During the story, she is stabbed by a junkie and is taken to the hospital, where Alex comforts her. While visiting her parents in her hometown of North Carolina, Kayla decides to move back there, finding that she can do more good there and later tells Alex, who is sadden by this but supports her. By the end of the novel, Kayla tries to convince Alex to move with her, showing that she still wants a relationship with him, but Alex refuses, believing that he can never leave Washington behind. Kayla and Alex decide to end their relationship, which saddens them both, and they go their separate ways.

- Michael "The Butcher of Sligo" Sullivan
Michael Sullivan grew up in Brooklyn, New York. He had no good childhood and often had problems with his father, who bullied him. So at the age of eighteen, he killed him before dismembering him using a scalpel and feeding him to the fish in the bay. Some time later he got connections to Mafia, especially the Maggione family, for which he worked as a killer. After one of his jobs, he got the nickname "the Butcher" due to his cruelness and often killing his victims in a brutal way. After killing his victims he would cut up their faces with a scalpel to make a point and take pictures to use a threatening devise so his next victims would keep quiet. Somewhere along the line, Michael started raping young, attractive women and would often leave them alive, showing them the same pictures to keep them quiet. He is believed to be the one who killed Maria, but is proven innocent as it was his former partner Jimmy "Hats" Galati who killed her. By the end of the novel, Michael is killed by Alex. He has a wife and three sons, and also has a home in Maryland.

- Jimmy "Hats" Galati
Jimmy is The Butcher's partner in crime and turns out to be the killer of Maria. He was killed by Sampson and another detective named Rakeem Powell, years ago. It was never revealed to Alex that Jimmy had murdered his wife until the end of the novel, where John comes clean after they kill Michael "The Butcher" Sullivan, Jimmy's old partner. "Jimmy was known as "Jimmy the Protector" because he had the Butcher's back. Always." The beginning flashback was the only appearance throughout the series that Jimmy ever made, but he is mentioned dozens of times. Originally, The Butcher thinks one of his mob bosses killed Hats, but it is later revealed that Sampson killed him.

==Film adaptation==
A film adaptation of the novel, titled Alex Cross, was released on October 19, 2012. The film stars Tyler Perry as the title character and Matthew Fox as The Butcher/Picasso.

The novel and the movie don't have much relation to each other, and the screenplay borrows elements from other parts of the Alex Cross stories, blending them together out-of-sequence, and making up other sections completely.
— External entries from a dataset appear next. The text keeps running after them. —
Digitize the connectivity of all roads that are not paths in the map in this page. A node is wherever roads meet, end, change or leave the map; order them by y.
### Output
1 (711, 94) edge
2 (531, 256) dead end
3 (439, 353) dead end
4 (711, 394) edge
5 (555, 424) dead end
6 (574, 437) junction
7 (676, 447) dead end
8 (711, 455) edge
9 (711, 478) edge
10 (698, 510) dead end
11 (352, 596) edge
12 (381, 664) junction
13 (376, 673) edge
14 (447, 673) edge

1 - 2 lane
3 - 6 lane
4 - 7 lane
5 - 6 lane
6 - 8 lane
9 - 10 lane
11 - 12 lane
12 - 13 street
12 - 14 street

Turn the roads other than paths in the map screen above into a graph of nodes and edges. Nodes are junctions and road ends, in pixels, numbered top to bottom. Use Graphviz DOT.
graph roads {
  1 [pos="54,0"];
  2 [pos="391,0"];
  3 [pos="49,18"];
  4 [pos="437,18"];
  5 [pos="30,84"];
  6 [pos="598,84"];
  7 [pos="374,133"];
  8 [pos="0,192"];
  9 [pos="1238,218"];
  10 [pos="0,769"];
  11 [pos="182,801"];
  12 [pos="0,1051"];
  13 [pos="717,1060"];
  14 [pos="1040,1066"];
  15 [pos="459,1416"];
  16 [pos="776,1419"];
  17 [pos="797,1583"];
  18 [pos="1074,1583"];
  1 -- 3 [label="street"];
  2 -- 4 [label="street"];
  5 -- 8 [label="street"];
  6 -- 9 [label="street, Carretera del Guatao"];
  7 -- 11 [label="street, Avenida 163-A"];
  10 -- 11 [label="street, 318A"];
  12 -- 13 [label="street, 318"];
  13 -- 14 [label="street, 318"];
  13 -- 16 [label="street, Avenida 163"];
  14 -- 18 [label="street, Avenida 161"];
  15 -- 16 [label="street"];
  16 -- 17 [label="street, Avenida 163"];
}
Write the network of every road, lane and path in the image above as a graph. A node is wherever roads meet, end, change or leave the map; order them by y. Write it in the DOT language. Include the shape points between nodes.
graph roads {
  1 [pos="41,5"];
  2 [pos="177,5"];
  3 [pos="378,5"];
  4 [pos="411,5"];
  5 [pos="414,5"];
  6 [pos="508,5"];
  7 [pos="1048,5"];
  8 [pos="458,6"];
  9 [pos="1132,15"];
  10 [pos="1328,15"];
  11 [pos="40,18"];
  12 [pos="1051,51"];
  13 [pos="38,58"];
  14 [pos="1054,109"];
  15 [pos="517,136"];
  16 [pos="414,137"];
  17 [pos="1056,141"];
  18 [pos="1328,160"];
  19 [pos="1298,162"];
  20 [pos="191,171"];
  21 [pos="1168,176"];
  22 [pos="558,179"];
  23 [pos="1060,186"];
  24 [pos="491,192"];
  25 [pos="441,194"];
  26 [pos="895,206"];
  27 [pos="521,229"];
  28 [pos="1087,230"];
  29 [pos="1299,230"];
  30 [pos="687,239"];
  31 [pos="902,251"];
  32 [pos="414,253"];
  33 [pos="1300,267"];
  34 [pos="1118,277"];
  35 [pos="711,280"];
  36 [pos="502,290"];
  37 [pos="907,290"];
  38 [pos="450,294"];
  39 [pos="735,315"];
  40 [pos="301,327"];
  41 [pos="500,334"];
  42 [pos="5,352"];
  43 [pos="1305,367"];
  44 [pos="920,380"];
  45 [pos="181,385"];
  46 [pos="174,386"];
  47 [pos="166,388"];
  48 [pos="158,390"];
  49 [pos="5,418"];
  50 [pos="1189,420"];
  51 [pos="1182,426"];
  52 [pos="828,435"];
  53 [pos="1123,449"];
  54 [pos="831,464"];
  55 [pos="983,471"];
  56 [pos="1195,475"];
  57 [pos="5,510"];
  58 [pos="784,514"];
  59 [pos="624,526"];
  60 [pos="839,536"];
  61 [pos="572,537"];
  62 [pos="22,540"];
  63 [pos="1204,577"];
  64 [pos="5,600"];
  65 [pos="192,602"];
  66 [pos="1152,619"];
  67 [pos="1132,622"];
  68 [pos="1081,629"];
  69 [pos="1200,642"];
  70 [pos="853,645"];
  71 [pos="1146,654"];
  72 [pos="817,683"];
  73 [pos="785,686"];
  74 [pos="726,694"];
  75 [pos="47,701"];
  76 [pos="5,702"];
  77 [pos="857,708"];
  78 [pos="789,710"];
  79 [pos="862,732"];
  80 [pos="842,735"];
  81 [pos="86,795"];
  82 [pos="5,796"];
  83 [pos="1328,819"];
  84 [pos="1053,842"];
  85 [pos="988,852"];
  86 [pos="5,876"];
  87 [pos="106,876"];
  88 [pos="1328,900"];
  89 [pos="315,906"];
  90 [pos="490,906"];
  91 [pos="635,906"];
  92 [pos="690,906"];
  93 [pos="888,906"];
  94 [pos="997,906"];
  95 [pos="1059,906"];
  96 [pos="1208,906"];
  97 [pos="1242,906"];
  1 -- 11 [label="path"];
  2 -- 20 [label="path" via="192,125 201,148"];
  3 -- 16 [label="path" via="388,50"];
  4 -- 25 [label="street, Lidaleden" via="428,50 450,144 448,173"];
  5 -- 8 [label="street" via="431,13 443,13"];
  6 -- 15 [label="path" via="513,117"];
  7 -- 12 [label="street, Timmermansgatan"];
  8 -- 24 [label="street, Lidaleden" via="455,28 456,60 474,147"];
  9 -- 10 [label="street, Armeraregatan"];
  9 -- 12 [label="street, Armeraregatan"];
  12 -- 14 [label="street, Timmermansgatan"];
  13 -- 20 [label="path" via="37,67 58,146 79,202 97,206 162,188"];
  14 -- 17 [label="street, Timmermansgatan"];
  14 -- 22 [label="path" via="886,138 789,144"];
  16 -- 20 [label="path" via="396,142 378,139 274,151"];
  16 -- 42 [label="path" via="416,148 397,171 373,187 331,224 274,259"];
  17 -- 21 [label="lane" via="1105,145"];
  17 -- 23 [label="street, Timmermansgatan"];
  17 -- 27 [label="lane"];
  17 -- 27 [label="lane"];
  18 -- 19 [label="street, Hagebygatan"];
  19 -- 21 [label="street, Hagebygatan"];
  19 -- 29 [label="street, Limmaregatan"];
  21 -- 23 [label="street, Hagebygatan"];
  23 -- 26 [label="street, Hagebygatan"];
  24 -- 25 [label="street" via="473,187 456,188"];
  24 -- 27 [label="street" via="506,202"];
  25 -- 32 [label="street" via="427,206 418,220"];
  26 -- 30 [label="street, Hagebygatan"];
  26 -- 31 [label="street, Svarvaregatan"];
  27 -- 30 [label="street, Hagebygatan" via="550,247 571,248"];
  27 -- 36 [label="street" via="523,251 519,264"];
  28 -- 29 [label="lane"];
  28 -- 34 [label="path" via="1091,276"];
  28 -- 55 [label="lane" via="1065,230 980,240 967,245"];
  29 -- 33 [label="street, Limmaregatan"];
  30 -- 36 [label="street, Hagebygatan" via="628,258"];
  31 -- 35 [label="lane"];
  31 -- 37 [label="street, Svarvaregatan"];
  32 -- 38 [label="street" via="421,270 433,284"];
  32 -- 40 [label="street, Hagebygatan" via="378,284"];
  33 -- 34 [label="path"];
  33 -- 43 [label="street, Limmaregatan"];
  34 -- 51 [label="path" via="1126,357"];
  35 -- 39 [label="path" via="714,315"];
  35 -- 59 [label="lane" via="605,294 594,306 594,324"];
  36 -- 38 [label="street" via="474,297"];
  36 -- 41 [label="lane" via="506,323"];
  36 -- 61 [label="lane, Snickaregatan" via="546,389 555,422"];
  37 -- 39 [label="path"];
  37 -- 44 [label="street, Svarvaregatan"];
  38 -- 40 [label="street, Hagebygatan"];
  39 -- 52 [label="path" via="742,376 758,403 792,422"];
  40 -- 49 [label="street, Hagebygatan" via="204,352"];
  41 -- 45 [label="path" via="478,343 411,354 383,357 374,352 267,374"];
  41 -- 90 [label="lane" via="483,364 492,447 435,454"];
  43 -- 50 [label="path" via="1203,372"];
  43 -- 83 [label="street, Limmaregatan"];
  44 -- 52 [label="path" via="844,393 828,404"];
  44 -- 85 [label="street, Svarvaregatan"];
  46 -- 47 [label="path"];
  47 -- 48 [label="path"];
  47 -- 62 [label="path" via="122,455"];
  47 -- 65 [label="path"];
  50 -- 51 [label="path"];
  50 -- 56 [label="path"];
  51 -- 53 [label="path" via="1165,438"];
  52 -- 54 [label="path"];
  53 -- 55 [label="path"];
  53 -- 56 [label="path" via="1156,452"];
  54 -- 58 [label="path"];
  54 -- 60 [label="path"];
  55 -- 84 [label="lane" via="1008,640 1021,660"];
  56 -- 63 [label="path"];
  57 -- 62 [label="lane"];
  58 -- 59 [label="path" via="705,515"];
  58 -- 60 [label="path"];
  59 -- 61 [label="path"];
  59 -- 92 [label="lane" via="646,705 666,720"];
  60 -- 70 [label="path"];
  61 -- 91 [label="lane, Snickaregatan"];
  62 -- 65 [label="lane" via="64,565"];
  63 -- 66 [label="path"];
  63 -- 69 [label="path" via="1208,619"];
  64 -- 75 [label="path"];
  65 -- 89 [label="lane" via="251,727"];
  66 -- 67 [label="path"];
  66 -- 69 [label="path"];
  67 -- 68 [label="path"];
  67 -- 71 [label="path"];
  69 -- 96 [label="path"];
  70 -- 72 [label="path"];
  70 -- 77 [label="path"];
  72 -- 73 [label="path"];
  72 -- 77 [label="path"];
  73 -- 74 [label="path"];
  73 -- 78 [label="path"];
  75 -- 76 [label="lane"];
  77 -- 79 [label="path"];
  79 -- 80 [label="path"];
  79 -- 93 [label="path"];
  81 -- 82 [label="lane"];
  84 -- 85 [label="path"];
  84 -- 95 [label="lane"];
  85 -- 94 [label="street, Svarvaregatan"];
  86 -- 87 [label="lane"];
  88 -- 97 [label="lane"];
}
For instance, Cross and his family lived in the Southeast section of Washington DC, not Detroit. Damon is the eldest child, not Janelle who was still a baby when Maria was killed in a drive-by (not by a sniper). Alex's partner and best friend is John Sampson, a black man bigger even than Cross.

Patterson implies in the on-disc interviews that this Alex Cross movie should be considered as a reboot of the franchise and is meant to continue through to the current novels. He also said that, although he loved Morgan Freeman in the first two movies, Along Came a Spider and Kiss the Girls, Tyler Perry is closer, physically and artistically, to his own internal conception of what Dr. Cross is like.